Ultimately, the use of any therapeutic agent should be justified only if its benefits outweigh the potential risks. Although the adverse effects of kava may be rare, they are serious when they do occur. Furthermore, the actual benefits of kava are not well-established. Some argue that this liver toxicity should be tolerated due to the benefits of kava, much as is the case with benzodiazepines, which may also cause hepatic impairment (7). However, unlike benzodiazepines, which are well-supported in the literature, quality research into kava is minimal (8). Therefore, until further research is conducted into its true effects, kava use (or at least, Western kava use) should not be recommended. For Pacific countries to maintain the economic benefits of the product, research should be enhanced, and other alternatives such as exporting traditionally prepared kava to Western countries should be considered in the future.

References

1. Yadhu N, Singh Y. Kava: an overview. J Ethnopharmacol. 1992;37:13-45.

2. Lebot V, Merlin M, Lindstrom L. Kava. New Haven: Yale University Press, 1992.

3. Campo J, McNabb J, Perel J. Kava-induced fulminant hepatic failure. J Am Acad Child Adolesc Psychiatry. 2002;41:631-2.

4. Murray W. Neoliberal globalization, “exotic” agro-exports, and local change in the Pacific islands: a study of the Fijian kava sector. Singap J Trop Geogr. 2000;21:355-73.

5. Stevinson C, Huntley A, Ernst E. A systematic review of the safety of kava extract in the treatment of anxiety. Drug Safety. 2002;25:251-61.

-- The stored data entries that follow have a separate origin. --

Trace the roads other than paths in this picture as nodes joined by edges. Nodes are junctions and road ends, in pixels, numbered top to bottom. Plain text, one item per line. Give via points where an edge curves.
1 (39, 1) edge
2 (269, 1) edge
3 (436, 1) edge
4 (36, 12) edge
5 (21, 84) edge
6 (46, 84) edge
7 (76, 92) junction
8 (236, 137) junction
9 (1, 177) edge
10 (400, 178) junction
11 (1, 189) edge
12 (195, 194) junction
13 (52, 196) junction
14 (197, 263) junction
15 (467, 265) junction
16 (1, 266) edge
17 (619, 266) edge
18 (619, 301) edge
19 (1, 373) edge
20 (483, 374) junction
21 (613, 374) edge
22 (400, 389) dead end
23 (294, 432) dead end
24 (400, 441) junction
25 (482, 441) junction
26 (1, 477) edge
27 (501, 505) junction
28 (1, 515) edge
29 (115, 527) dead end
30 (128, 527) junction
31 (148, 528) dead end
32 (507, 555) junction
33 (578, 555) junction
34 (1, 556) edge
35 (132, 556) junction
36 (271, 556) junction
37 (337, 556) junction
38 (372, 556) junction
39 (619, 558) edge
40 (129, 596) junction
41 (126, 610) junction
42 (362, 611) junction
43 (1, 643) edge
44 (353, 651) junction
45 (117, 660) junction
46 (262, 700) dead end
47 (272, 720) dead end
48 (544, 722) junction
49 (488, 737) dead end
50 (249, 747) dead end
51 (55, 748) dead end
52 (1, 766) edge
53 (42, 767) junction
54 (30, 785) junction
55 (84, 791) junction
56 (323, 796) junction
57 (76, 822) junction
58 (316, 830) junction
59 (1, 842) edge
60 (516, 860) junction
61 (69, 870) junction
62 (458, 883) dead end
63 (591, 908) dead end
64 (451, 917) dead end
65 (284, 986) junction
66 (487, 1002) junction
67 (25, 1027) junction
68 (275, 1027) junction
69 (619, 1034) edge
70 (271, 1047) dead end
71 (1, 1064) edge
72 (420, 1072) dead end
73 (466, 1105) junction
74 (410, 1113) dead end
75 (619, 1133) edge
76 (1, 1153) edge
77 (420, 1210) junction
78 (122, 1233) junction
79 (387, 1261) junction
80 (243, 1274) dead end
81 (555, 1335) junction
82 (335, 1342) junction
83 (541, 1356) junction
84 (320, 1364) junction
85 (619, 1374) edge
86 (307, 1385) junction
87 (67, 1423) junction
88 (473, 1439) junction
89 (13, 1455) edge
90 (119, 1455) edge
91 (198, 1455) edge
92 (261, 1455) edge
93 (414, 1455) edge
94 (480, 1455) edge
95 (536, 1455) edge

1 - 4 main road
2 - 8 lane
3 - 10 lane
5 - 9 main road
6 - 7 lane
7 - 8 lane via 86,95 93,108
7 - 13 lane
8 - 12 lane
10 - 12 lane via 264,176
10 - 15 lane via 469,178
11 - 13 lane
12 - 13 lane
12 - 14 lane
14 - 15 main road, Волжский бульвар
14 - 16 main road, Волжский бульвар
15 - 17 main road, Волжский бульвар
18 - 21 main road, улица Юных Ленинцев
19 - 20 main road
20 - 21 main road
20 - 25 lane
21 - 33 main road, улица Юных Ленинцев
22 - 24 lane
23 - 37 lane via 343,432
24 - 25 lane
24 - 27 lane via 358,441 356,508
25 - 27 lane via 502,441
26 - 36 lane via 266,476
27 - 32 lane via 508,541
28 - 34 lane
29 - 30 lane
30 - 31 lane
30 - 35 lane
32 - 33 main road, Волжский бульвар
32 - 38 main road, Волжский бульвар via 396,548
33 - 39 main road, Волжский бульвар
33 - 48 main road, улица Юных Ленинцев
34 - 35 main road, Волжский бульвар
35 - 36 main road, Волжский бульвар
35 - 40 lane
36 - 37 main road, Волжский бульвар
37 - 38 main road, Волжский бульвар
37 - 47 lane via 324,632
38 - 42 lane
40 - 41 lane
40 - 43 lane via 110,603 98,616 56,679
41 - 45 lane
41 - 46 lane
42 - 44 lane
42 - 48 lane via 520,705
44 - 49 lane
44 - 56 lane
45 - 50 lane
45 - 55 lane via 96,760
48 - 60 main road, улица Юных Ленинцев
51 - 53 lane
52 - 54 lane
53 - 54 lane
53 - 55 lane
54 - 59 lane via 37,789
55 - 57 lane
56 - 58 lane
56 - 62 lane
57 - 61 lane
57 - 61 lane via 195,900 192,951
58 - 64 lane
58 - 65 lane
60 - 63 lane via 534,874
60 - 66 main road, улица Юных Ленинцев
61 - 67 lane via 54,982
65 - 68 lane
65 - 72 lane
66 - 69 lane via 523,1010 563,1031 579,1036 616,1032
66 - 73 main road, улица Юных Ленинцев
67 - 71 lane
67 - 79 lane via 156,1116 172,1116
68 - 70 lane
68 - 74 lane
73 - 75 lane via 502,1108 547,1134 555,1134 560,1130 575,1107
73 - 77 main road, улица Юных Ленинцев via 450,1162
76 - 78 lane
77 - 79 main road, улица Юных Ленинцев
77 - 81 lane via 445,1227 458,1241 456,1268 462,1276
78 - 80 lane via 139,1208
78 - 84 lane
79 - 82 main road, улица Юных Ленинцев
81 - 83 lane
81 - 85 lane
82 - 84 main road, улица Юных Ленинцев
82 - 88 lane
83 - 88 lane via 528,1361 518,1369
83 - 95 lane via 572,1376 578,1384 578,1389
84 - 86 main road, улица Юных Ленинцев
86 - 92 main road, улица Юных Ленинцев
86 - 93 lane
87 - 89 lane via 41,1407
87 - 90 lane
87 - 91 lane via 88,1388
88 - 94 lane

6. Mathews JD, Riley MD, Feio L et al. Effects of heavy usage of kava on physical health: summary of a pilot survey in an Aboriginal community. Med J Aust. 1988;148:548-55.

7. Denham A, McIntyre M, Whitehouse J. Kava – the unfolding story: report of a work-in-progress. J Altern Complement Med. 2002;8:237-63.

8. Pittler MH, Ernst E. Kava extract for treating anxiety (Cochrane Review). In: The Cochrane Library. 2003; Issue 1. Oxford: Update Software.